▸ **DATA FOR PROCESSING**:
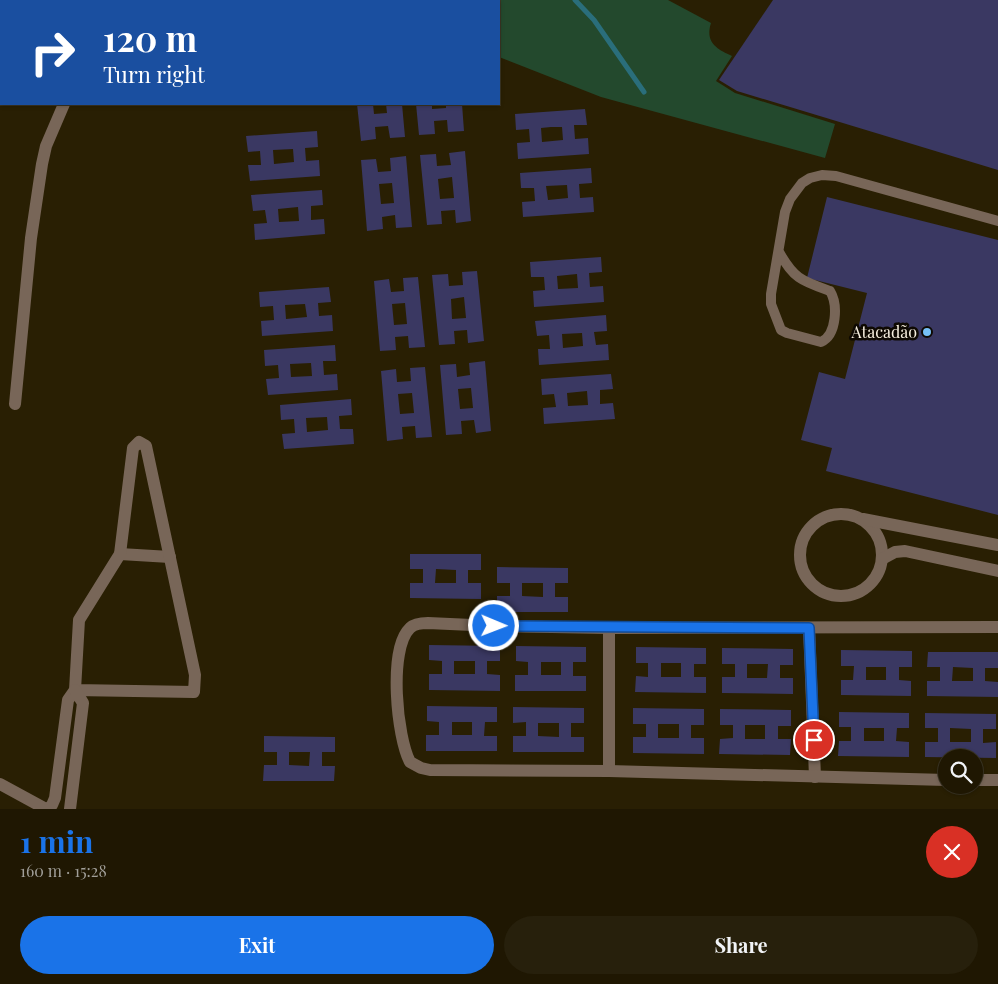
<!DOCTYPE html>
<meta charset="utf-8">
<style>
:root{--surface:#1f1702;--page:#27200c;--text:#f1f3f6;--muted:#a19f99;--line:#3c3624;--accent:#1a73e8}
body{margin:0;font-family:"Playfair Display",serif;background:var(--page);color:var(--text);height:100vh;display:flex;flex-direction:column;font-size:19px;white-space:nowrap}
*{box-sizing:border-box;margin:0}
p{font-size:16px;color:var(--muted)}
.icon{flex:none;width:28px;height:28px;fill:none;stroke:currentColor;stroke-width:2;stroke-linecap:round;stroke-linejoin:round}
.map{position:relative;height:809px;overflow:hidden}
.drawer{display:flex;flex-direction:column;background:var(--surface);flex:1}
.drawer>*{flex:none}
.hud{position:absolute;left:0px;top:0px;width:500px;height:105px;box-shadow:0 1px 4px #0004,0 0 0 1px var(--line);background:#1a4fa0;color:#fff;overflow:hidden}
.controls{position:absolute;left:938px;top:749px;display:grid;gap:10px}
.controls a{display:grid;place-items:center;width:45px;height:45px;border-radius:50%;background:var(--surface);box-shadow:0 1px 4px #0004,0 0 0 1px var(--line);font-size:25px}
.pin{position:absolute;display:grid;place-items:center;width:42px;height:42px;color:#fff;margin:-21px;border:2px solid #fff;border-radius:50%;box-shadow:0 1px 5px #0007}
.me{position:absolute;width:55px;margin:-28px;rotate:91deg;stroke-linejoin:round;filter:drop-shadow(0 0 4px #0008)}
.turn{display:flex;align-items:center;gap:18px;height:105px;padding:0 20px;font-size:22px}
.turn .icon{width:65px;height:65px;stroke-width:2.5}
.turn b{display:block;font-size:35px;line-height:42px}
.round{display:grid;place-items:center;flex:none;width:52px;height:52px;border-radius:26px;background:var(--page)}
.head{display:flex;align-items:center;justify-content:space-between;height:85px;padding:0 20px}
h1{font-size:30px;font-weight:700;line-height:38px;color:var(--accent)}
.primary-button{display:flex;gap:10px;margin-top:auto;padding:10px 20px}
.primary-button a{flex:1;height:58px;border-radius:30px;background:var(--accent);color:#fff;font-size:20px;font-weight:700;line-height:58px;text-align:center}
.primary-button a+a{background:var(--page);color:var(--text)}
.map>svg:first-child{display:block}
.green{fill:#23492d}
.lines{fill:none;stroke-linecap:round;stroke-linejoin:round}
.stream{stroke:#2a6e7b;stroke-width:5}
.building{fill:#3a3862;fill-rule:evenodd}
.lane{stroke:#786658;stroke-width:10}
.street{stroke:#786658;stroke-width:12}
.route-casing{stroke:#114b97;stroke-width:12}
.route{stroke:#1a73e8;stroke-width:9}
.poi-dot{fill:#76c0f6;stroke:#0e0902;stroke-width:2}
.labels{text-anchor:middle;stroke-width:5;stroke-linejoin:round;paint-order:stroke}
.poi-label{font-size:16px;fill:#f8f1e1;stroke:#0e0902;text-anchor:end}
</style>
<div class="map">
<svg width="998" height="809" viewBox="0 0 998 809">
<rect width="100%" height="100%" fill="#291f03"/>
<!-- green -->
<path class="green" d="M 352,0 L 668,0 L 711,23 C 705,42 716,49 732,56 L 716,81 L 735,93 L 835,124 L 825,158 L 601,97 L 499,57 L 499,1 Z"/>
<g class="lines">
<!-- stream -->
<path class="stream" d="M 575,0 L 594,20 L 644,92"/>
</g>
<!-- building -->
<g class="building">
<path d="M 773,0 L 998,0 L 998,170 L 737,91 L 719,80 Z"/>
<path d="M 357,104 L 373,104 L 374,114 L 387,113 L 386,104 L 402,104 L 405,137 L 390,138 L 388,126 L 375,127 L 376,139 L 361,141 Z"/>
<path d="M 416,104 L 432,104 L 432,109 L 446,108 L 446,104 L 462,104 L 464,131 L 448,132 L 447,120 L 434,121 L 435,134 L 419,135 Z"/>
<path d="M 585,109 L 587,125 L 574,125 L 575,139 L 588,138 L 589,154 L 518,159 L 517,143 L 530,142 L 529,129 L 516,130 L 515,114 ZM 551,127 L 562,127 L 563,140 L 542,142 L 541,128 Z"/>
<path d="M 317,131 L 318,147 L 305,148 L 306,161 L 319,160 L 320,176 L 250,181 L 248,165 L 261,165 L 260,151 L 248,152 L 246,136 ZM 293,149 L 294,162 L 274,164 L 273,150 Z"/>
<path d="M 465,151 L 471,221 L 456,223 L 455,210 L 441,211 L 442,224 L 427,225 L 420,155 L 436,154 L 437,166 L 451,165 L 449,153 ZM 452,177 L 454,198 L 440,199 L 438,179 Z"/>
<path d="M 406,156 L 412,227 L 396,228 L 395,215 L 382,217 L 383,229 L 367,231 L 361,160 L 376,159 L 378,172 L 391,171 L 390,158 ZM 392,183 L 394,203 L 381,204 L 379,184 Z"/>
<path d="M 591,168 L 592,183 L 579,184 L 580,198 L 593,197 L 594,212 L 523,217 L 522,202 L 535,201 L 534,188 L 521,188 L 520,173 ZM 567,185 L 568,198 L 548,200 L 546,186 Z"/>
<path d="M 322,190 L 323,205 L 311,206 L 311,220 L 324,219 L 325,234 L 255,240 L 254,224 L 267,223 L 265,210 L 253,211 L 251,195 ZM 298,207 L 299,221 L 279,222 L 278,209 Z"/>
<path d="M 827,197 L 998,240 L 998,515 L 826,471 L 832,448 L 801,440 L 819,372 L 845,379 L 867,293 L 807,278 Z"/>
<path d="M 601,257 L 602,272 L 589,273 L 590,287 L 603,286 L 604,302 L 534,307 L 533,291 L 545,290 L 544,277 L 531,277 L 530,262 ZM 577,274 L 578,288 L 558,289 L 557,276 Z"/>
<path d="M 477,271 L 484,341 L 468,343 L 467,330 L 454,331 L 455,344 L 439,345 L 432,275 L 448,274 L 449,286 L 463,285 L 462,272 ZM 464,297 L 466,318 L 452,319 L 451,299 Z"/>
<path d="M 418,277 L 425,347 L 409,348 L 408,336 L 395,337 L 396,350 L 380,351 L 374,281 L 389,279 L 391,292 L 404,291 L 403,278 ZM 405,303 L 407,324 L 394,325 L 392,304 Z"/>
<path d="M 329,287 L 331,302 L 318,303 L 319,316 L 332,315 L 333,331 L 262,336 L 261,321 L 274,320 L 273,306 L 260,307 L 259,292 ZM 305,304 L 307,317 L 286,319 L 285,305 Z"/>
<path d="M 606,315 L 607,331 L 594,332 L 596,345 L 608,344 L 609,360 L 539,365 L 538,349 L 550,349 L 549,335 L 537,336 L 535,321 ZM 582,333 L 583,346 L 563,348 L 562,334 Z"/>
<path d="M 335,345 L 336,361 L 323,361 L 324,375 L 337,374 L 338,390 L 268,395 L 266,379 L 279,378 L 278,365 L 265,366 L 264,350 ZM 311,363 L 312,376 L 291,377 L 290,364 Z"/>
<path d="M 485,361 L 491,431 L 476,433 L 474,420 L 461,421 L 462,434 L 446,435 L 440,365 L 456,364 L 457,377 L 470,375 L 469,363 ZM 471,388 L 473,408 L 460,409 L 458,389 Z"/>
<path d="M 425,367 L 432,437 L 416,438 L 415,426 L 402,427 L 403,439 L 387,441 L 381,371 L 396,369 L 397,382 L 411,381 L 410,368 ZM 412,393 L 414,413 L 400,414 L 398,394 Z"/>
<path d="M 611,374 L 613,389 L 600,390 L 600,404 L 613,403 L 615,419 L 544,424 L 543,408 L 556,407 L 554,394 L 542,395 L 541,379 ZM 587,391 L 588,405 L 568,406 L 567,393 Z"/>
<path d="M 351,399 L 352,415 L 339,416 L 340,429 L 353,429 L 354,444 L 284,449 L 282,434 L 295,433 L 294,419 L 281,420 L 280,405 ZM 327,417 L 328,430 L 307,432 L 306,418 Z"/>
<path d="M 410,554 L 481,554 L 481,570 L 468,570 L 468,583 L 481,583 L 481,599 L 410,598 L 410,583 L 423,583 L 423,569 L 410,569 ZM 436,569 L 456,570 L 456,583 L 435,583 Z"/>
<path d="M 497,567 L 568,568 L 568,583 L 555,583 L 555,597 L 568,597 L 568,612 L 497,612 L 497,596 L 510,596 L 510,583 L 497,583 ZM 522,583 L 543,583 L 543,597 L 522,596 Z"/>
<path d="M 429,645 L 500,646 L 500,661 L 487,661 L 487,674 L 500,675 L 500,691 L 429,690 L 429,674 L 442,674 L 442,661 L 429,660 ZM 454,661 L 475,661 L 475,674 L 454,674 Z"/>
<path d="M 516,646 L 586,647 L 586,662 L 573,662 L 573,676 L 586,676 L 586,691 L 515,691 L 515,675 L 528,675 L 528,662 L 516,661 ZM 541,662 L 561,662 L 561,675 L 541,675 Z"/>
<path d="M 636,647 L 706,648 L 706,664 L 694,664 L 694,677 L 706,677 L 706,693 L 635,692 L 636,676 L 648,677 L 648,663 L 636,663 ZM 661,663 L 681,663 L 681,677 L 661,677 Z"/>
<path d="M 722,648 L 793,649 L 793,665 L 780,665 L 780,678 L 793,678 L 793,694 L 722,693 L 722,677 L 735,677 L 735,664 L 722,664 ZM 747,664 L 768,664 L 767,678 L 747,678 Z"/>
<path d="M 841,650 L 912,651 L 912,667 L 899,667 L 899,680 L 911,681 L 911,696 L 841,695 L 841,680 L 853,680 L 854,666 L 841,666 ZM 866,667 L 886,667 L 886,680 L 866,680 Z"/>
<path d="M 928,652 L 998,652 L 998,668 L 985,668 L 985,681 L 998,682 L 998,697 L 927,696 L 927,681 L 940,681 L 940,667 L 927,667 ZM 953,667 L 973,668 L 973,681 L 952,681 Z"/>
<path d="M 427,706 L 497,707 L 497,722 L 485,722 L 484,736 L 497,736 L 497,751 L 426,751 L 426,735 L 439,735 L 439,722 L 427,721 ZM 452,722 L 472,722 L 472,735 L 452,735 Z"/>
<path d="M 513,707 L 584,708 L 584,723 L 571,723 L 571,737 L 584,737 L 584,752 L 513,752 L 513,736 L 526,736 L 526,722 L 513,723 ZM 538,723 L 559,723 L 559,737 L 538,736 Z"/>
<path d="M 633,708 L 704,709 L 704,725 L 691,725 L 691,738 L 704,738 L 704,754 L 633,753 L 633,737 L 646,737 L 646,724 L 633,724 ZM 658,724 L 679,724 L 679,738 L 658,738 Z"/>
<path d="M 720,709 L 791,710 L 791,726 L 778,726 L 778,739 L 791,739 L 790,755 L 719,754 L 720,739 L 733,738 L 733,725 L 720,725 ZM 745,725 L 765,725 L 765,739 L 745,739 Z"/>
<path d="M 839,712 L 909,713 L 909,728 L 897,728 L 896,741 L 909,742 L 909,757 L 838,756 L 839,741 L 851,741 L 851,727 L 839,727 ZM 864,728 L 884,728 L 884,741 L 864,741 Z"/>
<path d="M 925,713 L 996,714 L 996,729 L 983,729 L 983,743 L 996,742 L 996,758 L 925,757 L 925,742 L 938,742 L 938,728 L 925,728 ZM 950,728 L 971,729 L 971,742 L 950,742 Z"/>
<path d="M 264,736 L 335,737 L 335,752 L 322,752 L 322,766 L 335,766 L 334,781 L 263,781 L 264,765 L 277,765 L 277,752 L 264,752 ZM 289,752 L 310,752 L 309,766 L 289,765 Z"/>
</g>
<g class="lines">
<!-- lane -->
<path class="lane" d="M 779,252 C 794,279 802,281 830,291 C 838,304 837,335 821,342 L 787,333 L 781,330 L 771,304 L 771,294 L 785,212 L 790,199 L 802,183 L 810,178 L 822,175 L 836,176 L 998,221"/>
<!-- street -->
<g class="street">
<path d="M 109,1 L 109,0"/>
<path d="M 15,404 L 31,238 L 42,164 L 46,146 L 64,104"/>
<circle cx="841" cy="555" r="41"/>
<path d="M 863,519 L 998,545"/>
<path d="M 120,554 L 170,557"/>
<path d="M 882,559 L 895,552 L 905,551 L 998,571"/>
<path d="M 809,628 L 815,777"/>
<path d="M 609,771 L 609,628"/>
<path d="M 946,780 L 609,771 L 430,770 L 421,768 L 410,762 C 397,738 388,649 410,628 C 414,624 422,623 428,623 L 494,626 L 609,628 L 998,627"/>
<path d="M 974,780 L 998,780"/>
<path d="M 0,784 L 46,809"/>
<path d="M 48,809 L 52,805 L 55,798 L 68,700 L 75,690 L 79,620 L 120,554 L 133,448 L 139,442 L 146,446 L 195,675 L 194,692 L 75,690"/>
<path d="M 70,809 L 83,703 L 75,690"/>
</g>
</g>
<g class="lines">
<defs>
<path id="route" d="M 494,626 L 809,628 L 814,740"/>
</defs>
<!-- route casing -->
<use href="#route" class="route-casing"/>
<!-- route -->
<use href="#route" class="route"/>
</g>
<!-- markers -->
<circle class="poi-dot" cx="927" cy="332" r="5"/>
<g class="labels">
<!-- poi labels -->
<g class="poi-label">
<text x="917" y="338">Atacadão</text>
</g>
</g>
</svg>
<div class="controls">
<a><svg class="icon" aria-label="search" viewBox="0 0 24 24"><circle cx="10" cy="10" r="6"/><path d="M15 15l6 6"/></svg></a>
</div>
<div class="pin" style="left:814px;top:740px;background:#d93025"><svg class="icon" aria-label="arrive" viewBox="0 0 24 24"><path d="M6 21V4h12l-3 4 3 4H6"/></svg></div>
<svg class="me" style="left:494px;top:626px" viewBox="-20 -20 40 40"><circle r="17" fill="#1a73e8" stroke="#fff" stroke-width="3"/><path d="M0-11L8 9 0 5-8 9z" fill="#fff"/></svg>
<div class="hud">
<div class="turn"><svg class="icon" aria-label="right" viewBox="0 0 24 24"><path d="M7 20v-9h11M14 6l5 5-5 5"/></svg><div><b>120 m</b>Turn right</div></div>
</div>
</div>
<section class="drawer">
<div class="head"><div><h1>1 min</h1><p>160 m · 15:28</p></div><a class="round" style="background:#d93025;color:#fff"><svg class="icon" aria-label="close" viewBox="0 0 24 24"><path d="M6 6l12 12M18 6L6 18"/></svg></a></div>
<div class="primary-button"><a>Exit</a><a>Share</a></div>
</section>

▸ **TASK OBJECTIVE**: Considering only the data above, return the lines in which "labels" occurs.

▸ **TASK RESULT**:
.labels{text-anchor:middle;stroke-width:5;stroke-linejoin:round;paint-order:stroke}
<g class="labels">
<!-- poi labels -->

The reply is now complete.